„Titan“-Unglück: Wie kam es zum tödlichen Unglück im Tauchboot? Bericht erwartet

Trümmer des Tauchboots „Titan“, das vom Meeresboden in der Nähe des Wracks der Titanic geborgen wurde.
Paul Daly/The Canadian Press/AP/dpa- Kanadische TSB legt am Mittwoch Bericht zum „Titan“-Unglück mit sechs Empfehlungen vor.
- Veröffentlichung online gegen 18 Uhr MESZ – Bericht fasst Untersuchungsergebnisse zusammen.
- Das Tauchboot verschwand im Juni 2023 auf dem Weg zum „Titanic“-Wrack.
- Trümmer wurden knapp 500 Meter vom Wrack gefunden, die Suche lief südlich von Neufundland.
- Fünf Menschen starben: u. a. „Oceangate“-Chef Stockton Rush und Paul-Henri Nargeolet.
Die Zusammenfassung wurde durch künstliche Intelligenz erstellt.
Drei Jahre nach der Implosion des Tiefsee-Tauchbootes „Titan“ mit fünf Todesopfern will die kanadische Verkehrssicherheitsbehörde TSB am Mittwoch ihren Untersuchungsbericht dazu vorlegen. Der Bericht solle gegen 18 Uhr MESZ online veröffentlicht werden und unter anderem sechs Empfehlungen enthalten, teilte die Behörde vorab mit.

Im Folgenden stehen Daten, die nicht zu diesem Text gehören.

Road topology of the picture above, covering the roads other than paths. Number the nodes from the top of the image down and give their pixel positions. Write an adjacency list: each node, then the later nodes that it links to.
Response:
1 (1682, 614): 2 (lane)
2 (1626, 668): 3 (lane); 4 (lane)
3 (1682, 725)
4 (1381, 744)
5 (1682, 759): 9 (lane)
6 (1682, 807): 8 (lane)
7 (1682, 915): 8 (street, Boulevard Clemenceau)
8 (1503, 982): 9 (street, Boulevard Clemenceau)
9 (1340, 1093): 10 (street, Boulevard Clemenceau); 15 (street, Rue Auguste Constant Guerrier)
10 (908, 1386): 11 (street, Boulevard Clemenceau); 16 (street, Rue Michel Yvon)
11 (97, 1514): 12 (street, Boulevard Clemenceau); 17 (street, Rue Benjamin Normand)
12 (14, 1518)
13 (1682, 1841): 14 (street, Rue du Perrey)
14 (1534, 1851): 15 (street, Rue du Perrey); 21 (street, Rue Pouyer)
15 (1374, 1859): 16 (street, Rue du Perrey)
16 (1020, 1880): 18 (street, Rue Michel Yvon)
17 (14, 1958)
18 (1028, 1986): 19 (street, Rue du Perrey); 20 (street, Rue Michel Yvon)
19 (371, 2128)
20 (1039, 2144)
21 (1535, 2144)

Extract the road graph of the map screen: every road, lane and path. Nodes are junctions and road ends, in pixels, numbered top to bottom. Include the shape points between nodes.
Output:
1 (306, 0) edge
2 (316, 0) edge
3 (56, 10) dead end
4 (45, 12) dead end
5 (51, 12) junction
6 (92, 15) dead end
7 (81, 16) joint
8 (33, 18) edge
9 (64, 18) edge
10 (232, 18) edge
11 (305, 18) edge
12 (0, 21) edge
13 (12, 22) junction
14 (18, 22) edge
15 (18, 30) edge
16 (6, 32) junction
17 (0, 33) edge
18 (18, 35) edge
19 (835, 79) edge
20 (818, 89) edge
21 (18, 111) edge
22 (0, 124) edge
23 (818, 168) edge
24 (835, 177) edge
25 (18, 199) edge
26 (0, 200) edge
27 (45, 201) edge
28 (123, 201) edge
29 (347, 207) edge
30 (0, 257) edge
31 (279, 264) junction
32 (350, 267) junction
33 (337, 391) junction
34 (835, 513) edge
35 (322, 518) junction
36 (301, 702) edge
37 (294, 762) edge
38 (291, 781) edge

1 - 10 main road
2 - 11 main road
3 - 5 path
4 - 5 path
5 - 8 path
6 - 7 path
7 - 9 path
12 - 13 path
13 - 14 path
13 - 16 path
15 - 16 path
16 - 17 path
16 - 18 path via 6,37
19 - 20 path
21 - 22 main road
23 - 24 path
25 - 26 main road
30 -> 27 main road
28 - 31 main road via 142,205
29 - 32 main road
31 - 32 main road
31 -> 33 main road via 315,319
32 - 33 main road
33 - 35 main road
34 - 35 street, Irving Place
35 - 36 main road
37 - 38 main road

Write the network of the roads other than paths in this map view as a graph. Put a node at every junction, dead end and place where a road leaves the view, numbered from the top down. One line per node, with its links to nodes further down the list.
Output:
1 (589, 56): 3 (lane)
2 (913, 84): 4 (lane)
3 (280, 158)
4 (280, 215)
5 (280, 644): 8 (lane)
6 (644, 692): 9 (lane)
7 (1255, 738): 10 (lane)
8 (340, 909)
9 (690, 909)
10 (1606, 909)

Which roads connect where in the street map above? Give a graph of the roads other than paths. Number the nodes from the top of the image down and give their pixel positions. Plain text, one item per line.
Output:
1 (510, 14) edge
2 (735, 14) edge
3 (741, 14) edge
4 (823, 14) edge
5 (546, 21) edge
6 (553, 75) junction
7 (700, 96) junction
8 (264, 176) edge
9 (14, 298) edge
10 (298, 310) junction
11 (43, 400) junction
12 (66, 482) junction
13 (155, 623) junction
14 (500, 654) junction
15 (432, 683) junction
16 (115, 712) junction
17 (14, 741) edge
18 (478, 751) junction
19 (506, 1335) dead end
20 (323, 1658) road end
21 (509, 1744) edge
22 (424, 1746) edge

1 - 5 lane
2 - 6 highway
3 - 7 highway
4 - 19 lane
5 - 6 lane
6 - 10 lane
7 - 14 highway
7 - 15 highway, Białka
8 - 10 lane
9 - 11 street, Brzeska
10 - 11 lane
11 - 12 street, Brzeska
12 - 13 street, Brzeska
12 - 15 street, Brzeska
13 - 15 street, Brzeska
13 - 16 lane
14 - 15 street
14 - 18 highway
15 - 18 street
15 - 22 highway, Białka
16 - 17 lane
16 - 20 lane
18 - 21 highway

Das Tauchboot war im Juni 2023 verschollen, nachdem es zu einer Erkundungstour zum „Titanic“-Wrack aufgebrochen war. Die US-Küstenwache hatte mit Hilfe vor allem kanadischer Kräfte rund 700 Kilometer südlich von Neufundland eine großangelegte Suche gestartet, die Menschen weltweit verfolgten. Tage nach dem Verschwinden entdeckte ein Tauchroboter dann knapp 500 Meter vom „Titanic“-Wrack entfernt die Trümmer des implodierten Bootes.
Fünf Menschen starben
An Bord der „Titan“ waren neben „Oceangate“-Chef Stockton Rush (61) der französische Wissenschaftler Paul-Henri Nargeolet (77), der britische Abenteurer Hamish Harding (58), der britisch-pakistanische Unternehmensberater Shahzada Dawood (48) und dessen 19-jähriger Sohn Suleman.
Mehrere andere Behörden hatten den Vorfall bereits untersucht und unter anderem schwerwiegende Versäumnisse der Betreiberfirma festgestellt.